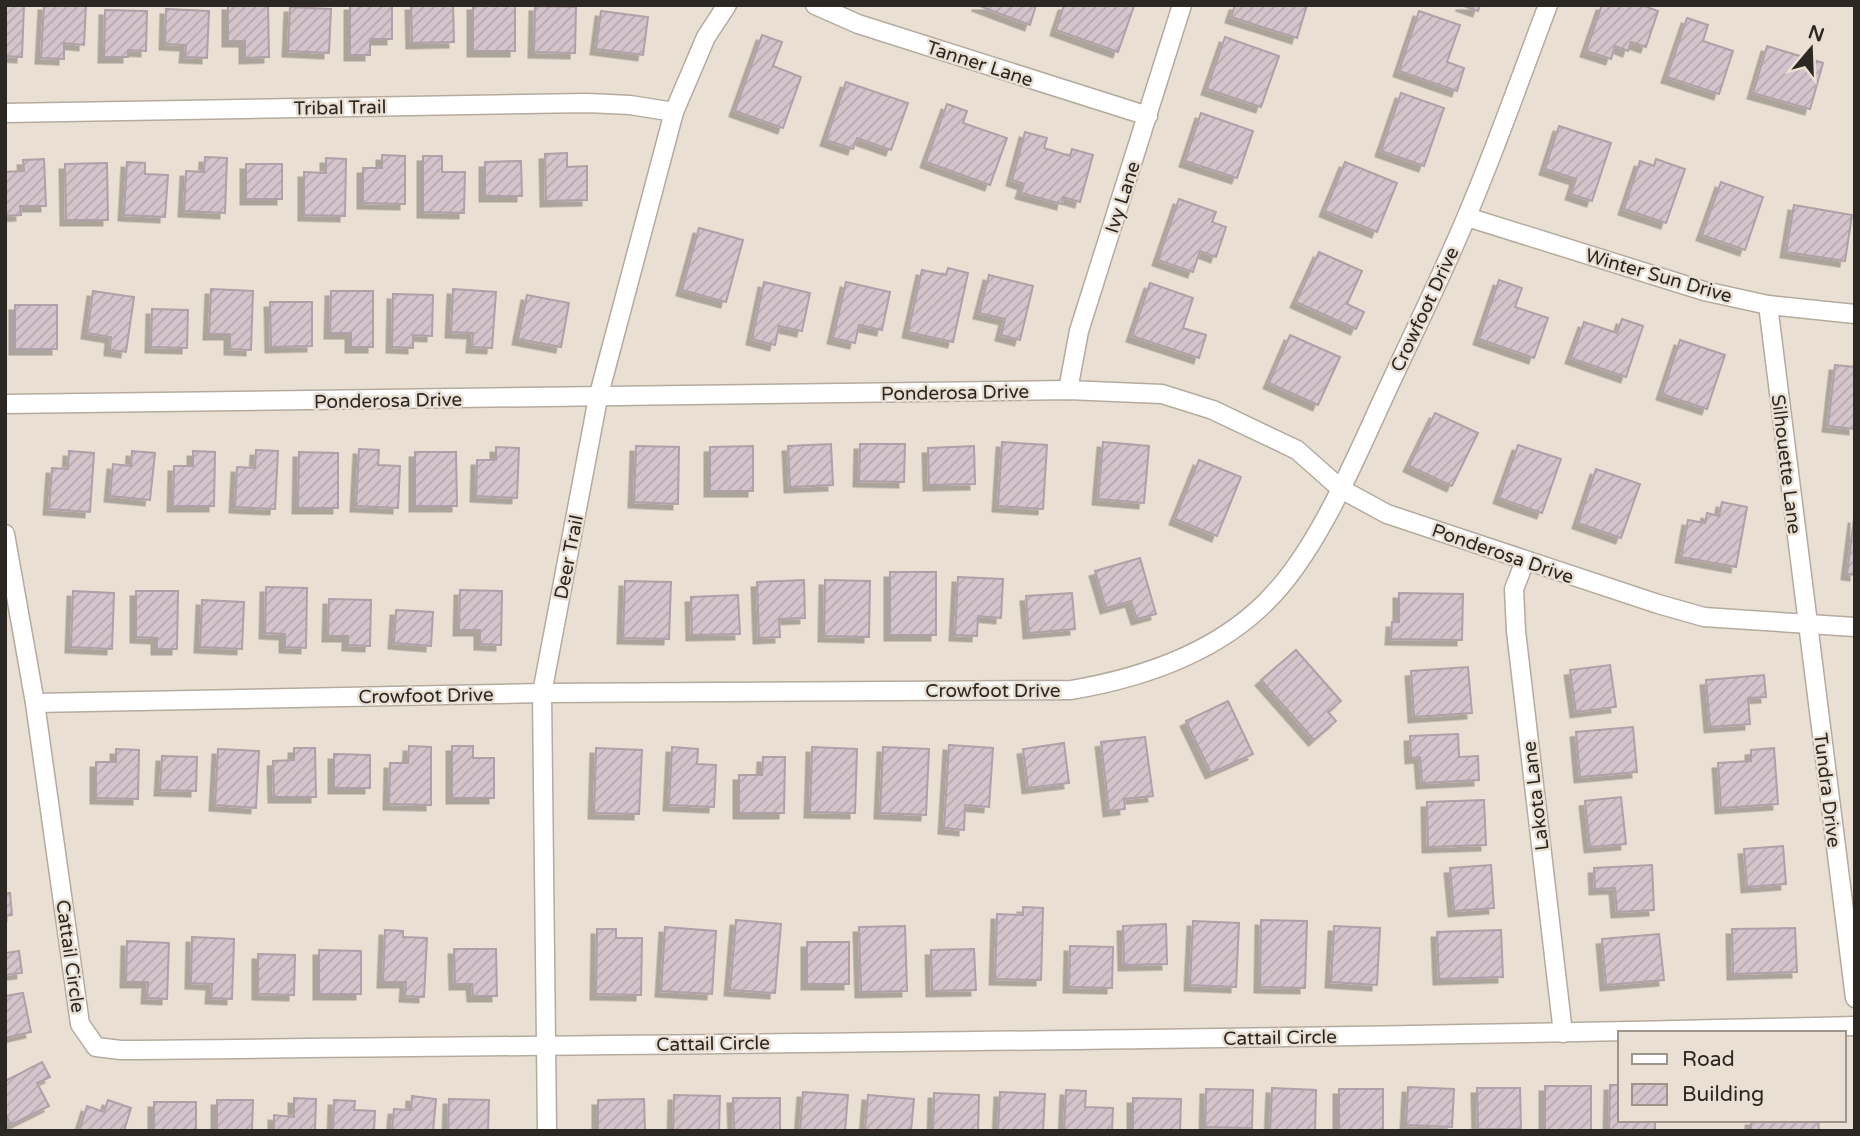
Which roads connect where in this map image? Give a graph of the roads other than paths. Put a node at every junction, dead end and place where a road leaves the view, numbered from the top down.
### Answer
1 (727, 5) edge
2 (815, 5) edge
3 (1182, 5) edge
4 (1548, 5) edge
5 (674, 112) junction
6 (5, 113) edge
7 (1148, 116) junction
8 (1467, 217) junction
9 (1768, 306) junction
10 (1855, 314) edge
11 (1068, 390) junction
12 (598, 398) junction
13 (5, 404) edge
14 (1341, 489) junction
15 (5, 534) edge
16 (1525, 561) junction
17 (1806, 623) junction
18 (1855, 626) edge
19 (542, 693) junction
20 (35, 703) junction
21 (1855, 998) edge
22 (1855, 1026) edge
23 (1646, 1031) edge
24 (1618, 1032) edge
25 (1563, 1033) junction
26 (544, 1045) junction
27 (547, 1131) edge

1 - 5 street, Deer Trail
2 - 7 street, Tanner Lane
3 - 7 street, Ivy Lane
4 - 8 street, Crowfoot Drive
5 - 6 street, Tribal Trail
5 - 12 street, Deer Trail
7 - 11 street, Ivy Lane
8 - 9 street, Winter Sun Drive
8 - 14 street, Crowfoot Drive
9 - 10 street, Winter Sun Drive
9 - 17 street, Silhouette Lane
11 - 12 street, Ponderosa Drive
11 - 14 street, Ponderosa Drive
12 - 13 street, Ponderosa Drive
12 - 19 street, Deer Trail
14 - 16 street, Ponderosa Drive
14 - 19 street, Crowfoot Drive
15 - 20 street, Cattail Circle
16 - 17 street, Ponderosa Drive
16 - 25 street, Lakota Lane
17 - 18 street, Ponderosa Drive
17 - 21 street, Tundra Drive
19 - 20 street, Crowfoot Drive
19 - 26 street, Deer Trail
20 - 26 street, Cattail Circle
22 - 23 street, Cattail Circle
24 - 25 street, Cattail Circle
25 - 26 street, Cattail Circle
26 - 27 street, Deer Trail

------------------------------------------------------------------------

- EXERCISE DIRECTIONS -
The output must be every line of the records, printed exactly, with the pictures omitted.

- RESPONSE -
Which roads connect where in this map image? Give a graph of the roads other than paths. Put a node at every junction, dead end and place where a road leaves the view, numbered from the top down.
### Answer
1 (727, 5) edge
2 (815, 5) edge
3 (1182, 5) edge
4 (1548, 5) edge
5 (674, 112) junction
6 (5, 113) edge
7 (1148, 116) junction
8 (1467, 217) junction
9 (1768, 306) junction
10 (1855, 314) edge
11 (1068, 390) junction
12 (598, 398) junction
13 (5, 404) edge
14 (1341, 489) junction
15 (5, 534) edge
16 (1525, 561) junction
17 (1806, 623) junction
18 (1855, 626) edge
19 (542, 693) junction
20 (35, 703) junction
21 (1855, 998) edge
22 (1855, 1026) edge
23 (1646, 1031) edge
24 (1618, 1032) edge
25 (1563, 1033) junction
26 (544, 1045) junction
27 (547, 1131) edge

1 - 5 street, Deer Trail
2 - 7 street, Tanner Lane
3 - 7 street, Ivy Lane
4 - 8 street, Crowfoot Drive
5 - 6 street, Tribal Trail
5 - 12 street, Deer Trail
7 - 11 street, Ivy Lane
8 - 9 street, Winter Sun Drive
8 - 14 street, Crowfoot Drive
9 - 10 street, Winter Sun Drive
9 - 17 street, Silhouette Lane
11 - 12 street, Ponderosa Drive
11 - 14 street, Ponderosa Drive
12 - 13 street, Ponderosa Drive
12 - 19 street, Deer Trail
14 - 16 street, Ponderosa Drive
14 - 19 street, Crowfoot Drive
15 - 20 street, Cattail Circle
16 - 17 street, Ponderosa Drive
16 - 25 street, Lakota Lane
17 - 18 street, Ponderosa Drive
17 - 21 street, Tundra Drive
19 - 20 street, Crowfoot Drive
19 - 26 street, Deer Trail
20 - 26 street, Cattail Circle
22 - 23 street, Cattail Circle
24 - 25 street, Cattail Circle
25 - 26 street, Cattail Circle
26 - 27 street, Deer Trail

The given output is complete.